The history of Turkey, understood as the history of the region now forming the territory of the Republic of Turkey, includes the history of both Anatolia (the Asian part of Turkey) and Eastern Thrace (the European part of Turkey). These two previously politically distinct regions came under control of the Roman Empire in the second century BCE, eventually becoming the core of the Roman Byzantine Empire.

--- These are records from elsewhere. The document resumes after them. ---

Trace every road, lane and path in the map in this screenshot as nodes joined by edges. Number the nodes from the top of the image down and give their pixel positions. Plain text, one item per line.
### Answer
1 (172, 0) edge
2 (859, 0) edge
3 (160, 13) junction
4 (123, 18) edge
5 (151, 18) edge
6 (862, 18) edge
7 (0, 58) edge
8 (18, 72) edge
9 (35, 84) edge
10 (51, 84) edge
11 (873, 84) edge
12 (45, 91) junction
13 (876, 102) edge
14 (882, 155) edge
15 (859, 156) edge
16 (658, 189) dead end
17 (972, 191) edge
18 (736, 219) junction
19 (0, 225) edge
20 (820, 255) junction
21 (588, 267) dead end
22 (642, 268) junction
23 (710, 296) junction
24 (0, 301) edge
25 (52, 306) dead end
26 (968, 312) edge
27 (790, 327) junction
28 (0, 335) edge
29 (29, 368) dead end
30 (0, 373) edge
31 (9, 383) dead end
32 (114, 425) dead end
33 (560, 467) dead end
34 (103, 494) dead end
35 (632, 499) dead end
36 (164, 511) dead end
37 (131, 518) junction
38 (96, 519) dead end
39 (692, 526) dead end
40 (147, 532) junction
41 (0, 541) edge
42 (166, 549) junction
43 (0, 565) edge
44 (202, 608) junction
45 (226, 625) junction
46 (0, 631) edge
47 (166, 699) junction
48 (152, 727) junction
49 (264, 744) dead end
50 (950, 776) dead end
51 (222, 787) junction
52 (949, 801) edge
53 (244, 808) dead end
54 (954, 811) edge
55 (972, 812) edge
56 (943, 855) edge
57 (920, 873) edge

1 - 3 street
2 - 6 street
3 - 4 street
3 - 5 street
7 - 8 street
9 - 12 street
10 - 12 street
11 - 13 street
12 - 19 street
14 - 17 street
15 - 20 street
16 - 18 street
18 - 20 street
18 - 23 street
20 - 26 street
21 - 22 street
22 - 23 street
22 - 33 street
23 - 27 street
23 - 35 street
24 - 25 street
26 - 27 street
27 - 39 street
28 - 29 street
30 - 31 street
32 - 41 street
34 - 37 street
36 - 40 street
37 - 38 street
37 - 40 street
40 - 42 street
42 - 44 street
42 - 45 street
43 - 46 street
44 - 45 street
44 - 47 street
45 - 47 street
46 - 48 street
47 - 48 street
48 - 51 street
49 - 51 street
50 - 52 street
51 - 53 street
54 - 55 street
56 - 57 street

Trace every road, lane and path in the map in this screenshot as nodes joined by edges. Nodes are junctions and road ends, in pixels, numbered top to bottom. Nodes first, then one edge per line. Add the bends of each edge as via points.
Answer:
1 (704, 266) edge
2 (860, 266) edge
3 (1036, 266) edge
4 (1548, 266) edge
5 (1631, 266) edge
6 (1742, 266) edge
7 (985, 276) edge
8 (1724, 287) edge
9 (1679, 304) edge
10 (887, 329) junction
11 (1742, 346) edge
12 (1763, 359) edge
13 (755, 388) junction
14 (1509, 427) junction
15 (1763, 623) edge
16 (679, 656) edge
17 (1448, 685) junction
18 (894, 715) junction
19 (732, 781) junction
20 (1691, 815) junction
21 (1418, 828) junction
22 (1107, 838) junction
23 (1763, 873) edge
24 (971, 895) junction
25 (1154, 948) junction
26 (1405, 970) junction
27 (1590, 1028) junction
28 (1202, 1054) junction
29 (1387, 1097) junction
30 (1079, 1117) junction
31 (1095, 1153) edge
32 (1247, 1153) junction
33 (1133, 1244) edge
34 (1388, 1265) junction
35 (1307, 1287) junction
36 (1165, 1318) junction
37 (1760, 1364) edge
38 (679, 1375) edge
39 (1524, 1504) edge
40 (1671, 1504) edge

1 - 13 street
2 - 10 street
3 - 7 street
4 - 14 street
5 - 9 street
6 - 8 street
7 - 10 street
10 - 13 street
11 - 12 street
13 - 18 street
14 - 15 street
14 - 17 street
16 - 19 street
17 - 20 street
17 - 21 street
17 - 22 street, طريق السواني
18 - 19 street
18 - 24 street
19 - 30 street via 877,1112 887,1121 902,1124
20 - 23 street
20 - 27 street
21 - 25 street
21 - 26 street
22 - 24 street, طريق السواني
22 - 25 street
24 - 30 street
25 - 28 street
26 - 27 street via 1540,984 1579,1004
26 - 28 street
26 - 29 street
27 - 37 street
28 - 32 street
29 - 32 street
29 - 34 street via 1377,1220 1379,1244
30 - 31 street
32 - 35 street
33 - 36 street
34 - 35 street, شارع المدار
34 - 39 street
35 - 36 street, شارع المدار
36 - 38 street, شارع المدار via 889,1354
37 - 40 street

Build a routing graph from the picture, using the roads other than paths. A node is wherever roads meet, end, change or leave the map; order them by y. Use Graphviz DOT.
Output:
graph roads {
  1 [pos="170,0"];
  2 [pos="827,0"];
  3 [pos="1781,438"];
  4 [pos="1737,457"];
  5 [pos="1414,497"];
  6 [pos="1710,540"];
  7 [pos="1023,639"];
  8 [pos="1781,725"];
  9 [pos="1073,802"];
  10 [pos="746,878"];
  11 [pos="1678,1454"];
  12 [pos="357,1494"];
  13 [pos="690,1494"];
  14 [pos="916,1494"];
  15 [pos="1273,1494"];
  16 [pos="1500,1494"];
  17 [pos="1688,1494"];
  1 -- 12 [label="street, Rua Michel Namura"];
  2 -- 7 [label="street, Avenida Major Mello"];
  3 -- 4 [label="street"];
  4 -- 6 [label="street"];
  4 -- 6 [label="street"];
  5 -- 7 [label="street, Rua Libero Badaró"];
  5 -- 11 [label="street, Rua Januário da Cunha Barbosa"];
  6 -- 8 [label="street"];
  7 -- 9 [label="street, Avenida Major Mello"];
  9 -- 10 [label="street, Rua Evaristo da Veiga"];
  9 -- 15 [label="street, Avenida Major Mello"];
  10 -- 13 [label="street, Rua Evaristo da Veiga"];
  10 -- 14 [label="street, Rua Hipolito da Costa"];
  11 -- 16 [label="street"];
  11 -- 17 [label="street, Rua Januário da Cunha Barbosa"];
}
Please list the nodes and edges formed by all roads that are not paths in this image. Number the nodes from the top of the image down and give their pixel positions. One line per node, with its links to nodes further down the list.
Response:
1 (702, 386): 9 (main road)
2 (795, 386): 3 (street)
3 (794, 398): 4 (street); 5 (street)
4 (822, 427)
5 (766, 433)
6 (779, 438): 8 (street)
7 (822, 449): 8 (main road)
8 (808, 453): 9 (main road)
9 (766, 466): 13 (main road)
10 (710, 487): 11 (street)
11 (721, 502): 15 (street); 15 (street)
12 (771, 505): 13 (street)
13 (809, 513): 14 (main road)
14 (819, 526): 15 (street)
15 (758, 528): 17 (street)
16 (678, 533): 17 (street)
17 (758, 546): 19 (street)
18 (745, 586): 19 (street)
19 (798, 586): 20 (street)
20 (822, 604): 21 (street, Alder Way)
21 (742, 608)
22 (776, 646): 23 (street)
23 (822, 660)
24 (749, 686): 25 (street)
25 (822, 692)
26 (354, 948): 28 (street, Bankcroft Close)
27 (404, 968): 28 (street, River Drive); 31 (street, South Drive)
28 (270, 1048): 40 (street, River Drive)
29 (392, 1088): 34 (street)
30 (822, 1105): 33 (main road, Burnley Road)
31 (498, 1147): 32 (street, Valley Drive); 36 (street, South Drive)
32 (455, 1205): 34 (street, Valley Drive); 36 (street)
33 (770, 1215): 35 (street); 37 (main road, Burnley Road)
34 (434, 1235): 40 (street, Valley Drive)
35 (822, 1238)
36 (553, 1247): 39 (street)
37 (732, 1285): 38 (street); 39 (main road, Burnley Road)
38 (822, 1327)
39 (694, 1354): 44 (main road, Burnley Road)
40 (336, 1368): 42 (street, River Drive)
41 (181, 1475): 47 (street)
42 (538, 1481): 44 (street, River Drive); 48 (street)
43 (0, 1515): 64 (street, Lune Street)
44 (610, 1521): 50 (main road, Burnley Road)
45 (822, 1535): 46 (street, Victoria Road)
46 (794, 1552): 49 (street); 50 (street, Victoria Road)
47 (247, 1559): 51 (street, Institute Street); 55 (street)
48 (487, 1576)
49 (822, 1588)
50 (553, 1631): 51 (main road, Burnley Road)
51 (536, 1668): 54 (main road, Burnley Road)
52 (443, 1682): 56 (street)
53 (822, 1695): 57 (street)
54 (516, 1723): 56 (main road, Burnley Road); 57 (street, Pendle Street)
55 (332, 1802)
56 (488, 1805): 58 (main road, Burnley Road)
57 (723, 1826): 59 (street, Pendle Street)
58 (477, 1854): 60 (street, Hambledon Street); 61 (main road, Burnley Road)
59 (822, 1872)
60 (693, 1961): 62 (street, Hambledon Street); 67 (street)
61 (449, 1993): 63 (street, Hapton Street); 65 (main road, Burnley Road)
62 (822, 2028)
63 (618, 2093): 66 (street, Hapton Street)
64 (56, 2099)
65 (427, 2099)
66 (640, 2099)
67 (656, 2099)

For times predating the Ottoman period, a distinction must be made between the history of the Turkic peoples, and the history of the territories now forming the Republic of Turkey. From the time when parts of what is now Turkey were conquered by the Seljuq dynasty, the history of Turkey spans the medieval history of the Seljuk Empire, the medieval to modern history of the Ottoman Empire, and the history of the Republic of Turkey since the 1920s
Turkey is located on the Black, Aegean, and Mediterranean Seas. The Turkish Straits (which are made up of the Sea of Marmara, the Strait of Bosphorus, and the Dardanelles) form the boundary between Europe and Asia. As a result, Turkey is considered to be in both Southeastern Europe and Southwestern Asia. The country has a varied topography that is made up of a high central plateau, a narrow coastal plain and several large mountain ranges. The highest point in Turkey is Mount Ararat, which is a dormant volcano located on its eastern border. The elevation of Mount Ararat is 16,949 feet (5,166 m).
The climate of Turkey is temperate and it has high, dry summers and mild, wet winters. The more inland one gets, however, the harsher the climate becomes. Turkey’s capital, Ankara, is located inland and has an average August high temperature of 83 degrees (28˚C) and January average low of 20 degrees (-6˚C).